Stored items
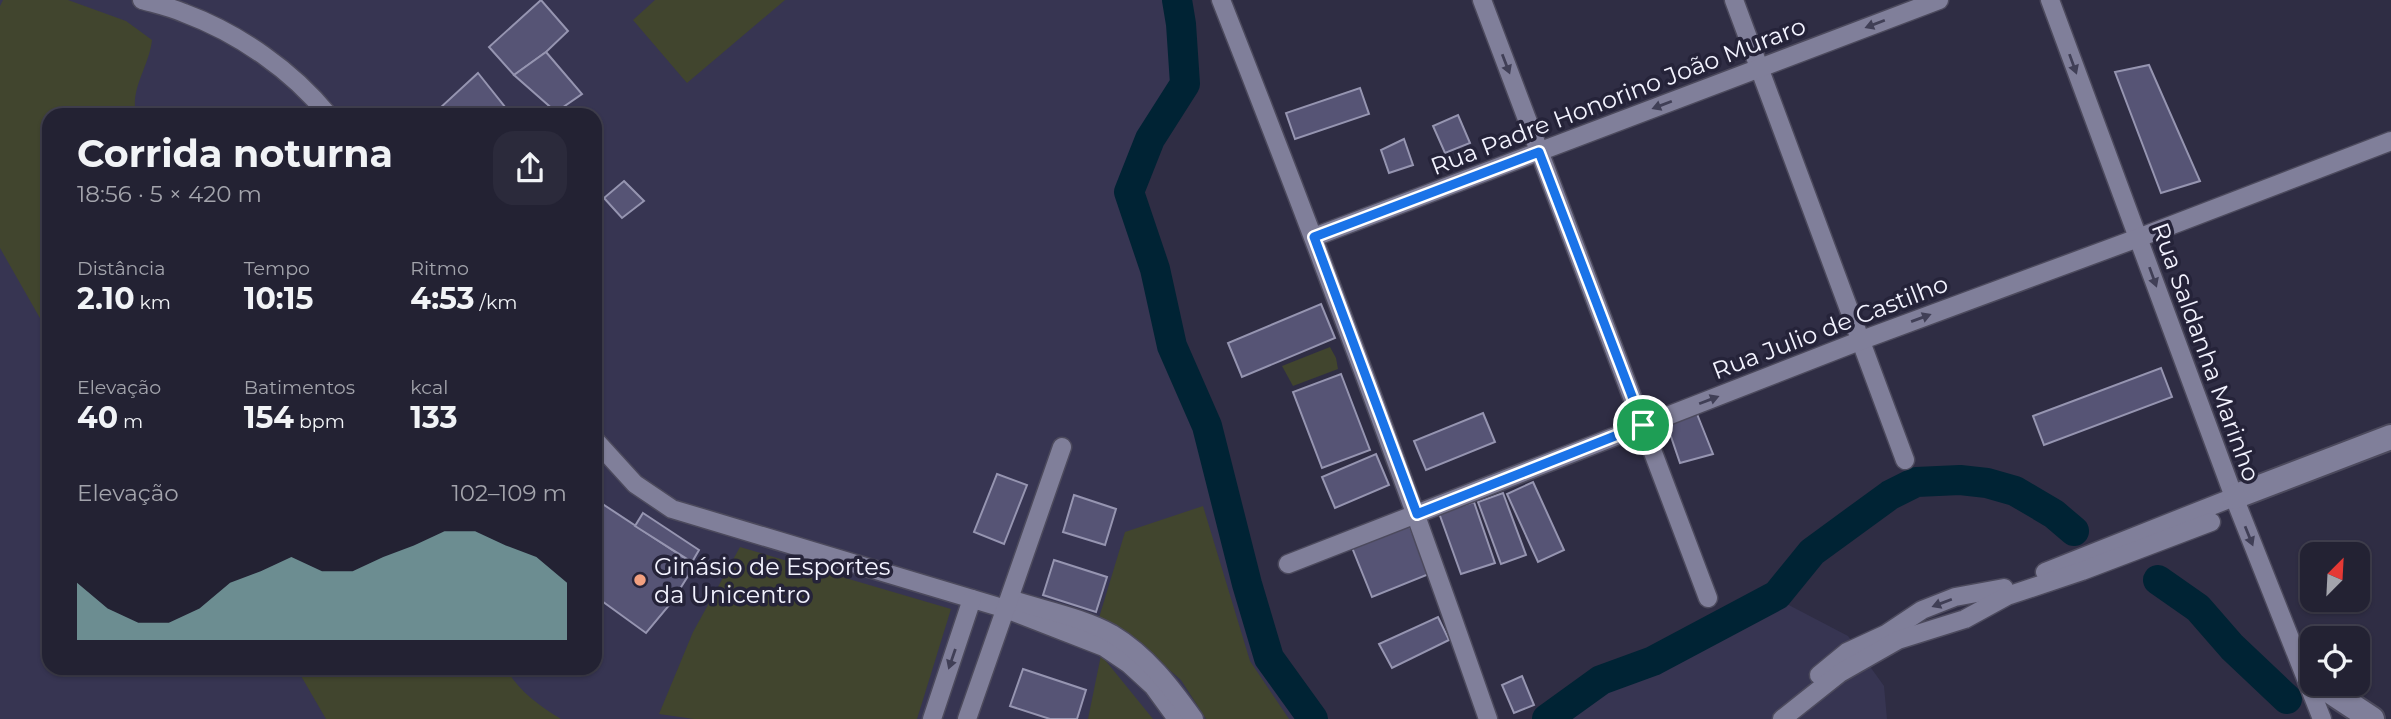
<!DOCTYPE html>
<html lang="pt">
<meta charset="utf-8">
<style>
body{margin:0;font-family:Montserrat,sans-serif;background:#2b2a3b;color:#f1f3f6;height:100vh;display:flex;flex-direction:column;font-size:26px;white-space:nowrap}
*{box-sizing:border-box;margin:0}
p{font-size:23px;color:#a3a4ac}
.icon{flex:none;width:38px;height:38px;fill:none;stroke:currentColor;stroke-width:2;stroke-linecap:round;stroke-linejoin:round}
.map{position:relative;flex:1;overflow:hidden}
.panel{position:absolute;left:42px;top:108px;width:560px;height:567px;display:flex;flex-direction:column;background:#232233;border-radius:21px;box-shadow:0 2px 5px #0004,0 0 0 2px #403f4e}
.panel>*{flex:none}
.needle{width:46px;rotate:24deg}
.controls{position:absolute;left:2300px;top:542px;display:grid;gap:14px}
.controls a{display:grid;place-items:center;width:70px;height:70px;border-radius:14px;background:#232233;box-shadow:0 2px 5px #0004,0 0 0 2px #403f4e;font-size:35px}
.pin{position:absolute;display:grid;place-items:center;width:60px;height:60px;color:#fff;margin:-30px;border:4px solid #fff;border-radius:50%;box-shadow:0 2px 7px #0007}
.round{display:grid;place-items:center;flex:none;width:74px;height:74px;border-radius:21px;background:#2b2a3b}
.headline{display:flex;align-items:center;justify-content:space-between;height:119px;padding:0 35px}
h1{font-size:38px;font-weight:700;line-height:52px}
.stats{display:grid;grid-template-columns:repeat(3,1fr);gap:10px;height:119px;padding:7px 35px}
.stats div{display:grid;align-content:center}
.stats b{font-size:30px;font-weight:700}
.stats small{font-size:19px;font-weight:400}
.stats p{font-size:19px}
.chart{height:196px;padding:14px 35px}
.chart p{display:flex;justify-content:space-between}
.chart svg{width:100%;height:126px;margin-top:7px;fill:#8bbbb9;opacity:.7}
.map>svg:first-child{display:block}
</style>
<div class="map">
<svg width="2391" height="719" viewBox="0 0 2391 719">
<rect width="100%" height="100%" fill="#2f2d44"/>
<g fill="#373552" fill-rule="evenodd">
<path d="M0,0h1169l4,25 3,56 -28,45 -26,66 24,79 14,77 22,40 37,108 48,163 42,60h-1309zM49,116h546v552h-546z"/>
<polygon points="1783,602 1848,636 1884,686 1887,719 1555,719 1602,686 1658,667"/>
</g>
<g fill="#41452e">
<path d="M3,0h65l58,21 26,19c-3,27 -22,48 -16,75l-87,1v218l-49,-86v-242z"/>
<polygon points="655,0 785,0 687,83 633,20"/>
<polygon points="1330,347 1336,358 1338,369 1293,386 1282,366"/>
<polygon points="1203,506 1250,661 1289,719 1206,719 1181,680 1134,639 1098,621 1125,532"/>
<polygon points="740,547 951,609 917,719 694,719 659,714 693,632"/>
<polygon points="1101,655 1153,719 1088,719"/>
<path d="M297,669h209c13,22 33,37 55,50h-235z"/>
</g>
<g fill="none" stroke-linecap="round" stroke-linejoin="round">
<g stroke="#002334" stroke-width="30">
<polyline points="1177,0 1181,24 1185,84 1150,139 1129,192 1155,269 1172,346 1207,426 1247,584 1269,658 1313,719"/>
<polyline points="2158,580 2198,608 2232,647 2287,699"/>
<polyline points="1547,719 1601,680 1653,661 1777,595 1812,552 1890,495 1916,482 1960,480 1987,483 2015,491 2054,514 2074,531"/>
</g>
</g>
<g fill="#565475" stroke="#9695b1" stroke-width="2">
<polygon points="541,0 568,31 546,52 514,75 489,47"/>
<polygon points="546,52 582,94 556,112 514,75"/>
<polygon points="2149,65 2200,181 2161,193 2115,72"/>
<polygon points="478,73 505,107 495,116 446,116 440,108"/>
<polygon points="1360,88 1369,114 1295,139 1286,113"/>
<polygon points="1458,115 1470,143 1445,153 1433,126"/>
<polygon points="1404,139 1413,165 1389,173 1381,150"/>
<polygon points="624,181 644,201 622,218 604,198"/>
<polygon points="1321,304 1335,338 1242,377 1228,343"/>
<polygon points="2161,368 2172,397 2044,445 2033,416"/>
<polygon points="1341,374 1370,450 1322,468 1293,392"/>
<polygon points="1695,409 1713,454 1680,463 1666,422"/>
<polygon points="1483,413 1495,442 1426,470 1414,441"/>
<polygon points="1376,454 1389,485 1335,508 1322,477"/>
<polygon points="997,474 1027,485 1004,544 974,532"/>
<polygon points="1533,482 1564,550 1538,562 1507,494"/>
<polygon points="1503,493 1526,555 1501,564 1478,502"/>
<polygon points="1074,495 1116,509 1105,545 1063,532"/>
<polygon points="595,499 695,565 671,603 646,633 595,596"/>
<polygon points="1474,502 1495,563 1461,574 1439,513"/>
<polygon points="643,513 699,550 692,562 635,526"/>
<polygon points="1408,522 1429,574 1372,597 1351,545"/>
<polygon points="1054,560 1107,577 1096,612 1043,595"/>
<polygon points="1438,617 1449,640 1392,668 1379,644"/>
<polygon points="1023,669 1086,690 1077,719 1050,719 1010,706"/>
<polygon points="1522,676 1534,705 1514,713 1502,685"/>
</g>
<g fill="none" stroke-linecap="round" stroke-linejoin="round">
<g stroke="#4c4a5d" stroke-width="21">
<g id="street">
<path d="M142,0c14,4 28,7 42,13 54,20 108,57 145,103"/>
<path d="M1221,0c94,238 183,477 267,719"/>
<polyline points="1482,0 1708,598"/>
<polyline points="1734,0 1905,460"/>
<polyline points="2050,0 2234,497 2322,719"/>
<polyline points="1314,237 1939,0"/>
<polyline points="595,440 635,484 672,509 1006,609 1104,647 1129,664 1153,686 1177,719"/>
<polyline points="1288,564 1862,340 2138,238 2391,141"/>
<polyline points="2045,572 2234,497"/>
<path d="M1010,599c33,11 72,18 102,35 35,21 59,53 82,85"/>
<polyline points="1819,675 1847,652 1886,634 1922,610 1955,597 2004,588"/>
<polyline points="932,719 972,599"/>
<polyline points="967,719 1062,447"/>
<polyline points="1782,719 1840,673 1898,640 1965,619 2007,596 2082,571 2211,522"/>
</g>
</g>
<g stroke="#4c4a5d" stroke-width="28">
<g id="secondary">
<polyline points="2234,497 2391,437"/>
<polyline points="2319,684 2372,719"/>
</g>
</g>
<use href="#street" stroke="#807f9a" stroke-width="18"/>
<use href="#secondary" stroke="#807f9a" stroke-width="24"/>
</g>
<defs><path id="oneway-solid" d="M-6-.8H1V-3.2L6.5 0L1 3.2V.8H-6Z" transform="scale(1.75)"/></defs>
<g fill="#403f56">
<use href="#oneway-solid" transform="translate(1875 24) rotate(159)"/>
<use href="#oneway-solid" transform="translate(1506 64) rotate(69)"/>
<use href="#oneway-solid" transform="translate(2073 64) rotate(70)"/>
<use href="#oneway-solid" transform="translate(1662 105) rotate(159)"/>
<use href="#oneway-solid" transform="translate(2153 277) rotate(70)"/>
<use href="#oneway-solid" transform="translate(1921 318) rotate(-20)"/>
<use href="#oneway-solid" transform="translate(1709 400) rotate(-21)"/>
<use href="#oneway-solid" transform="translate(2249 536) rotate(68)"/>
<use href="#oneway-solid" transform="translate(1942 603) rotate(159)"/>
<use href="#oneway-solid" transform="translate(952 659) rotate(109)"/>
</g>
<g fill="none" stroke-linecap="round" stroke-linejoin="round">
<g stroke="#fff" stroke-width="14">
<polygon id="route" points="1539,152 1643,425 1417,514 1314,237"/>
</g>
<use href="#route" stroke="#1a73e8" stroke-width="9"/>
</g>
<circle fill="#f2a080" stroke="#252339" stroke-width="2.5" cx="640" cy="580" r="7"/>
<g text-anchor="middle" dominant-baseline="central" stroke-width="7" stroke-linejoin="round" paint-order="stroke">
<g font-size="24" fill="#f3f3ff" stroke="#252339">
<text transform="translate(1618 96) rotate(-21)">Rua Padre Honorino João Muraro</text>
<text transform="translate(1830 327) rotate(-21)">Rua Julio de Castilho</text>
<text transform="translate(2206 352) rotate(70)">Rua Saldanha Marinho</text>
</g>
<g font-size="24" fill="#f3f3ff" stroke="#252339" text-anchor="start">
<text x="654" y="566">Ginásio de Esportes<tspan x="654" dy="28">da Unicentro</tspan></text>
</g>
</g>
</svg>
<div class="controls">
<a><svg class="needle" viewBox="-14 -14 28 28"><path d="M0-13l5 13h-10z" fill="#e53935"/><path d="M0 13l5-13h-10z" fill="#a3a4ac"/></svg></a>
<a><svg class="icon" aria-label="locate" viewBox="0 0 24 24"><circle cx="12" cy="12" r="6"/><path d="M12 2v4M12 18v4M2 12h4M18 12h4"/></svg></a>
</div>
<div class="pin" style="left:1643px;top:425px;background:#1e9e55"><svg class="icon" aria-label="arrive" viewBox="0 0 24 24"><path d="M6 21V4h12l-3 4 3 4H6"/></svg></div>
<section class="panel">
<div class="headline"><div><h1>Corrida noturna</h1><p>18:56 · 5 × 420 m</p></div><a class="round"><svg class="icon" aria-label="share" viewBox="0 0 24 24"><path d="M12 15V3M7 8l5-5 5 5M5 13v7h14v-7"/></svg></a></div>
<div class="stats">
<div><p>Distância</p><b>2.10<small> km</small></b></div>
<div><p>Tempo</p><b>10:15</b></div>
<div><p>Ritmo</p><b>4:53<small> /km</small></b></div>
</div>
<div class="stats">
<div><p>Elevação</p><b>40<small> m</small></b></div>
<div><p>Batimentos</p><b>154<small> bpm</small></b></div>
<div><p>kcal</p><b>133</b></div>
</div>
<div class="chart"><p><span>Elevação</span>102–109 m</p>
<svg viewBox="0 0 160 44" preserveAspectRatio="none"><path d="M0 44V24L10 33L20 38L30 38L40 33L50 24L60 20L70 15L80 20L90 20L100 15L110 11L120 6L130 6L140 11L150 15L160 24V44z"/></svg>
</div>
</section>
</div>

__Required work__. Your task is to list each line of the records with the word "controls".

__Task result__.
.controls{position:absolute;left:2300px;top:542px;display:grid;gap:14px}
.controls a{display:grid;place-items:center;width:70px;height:70px;border-radius:14px;background:#232233;box-shadow:0 2px 5px #0004,0 0 0 2px #403f4e;font-size:35px}
<div class="controls">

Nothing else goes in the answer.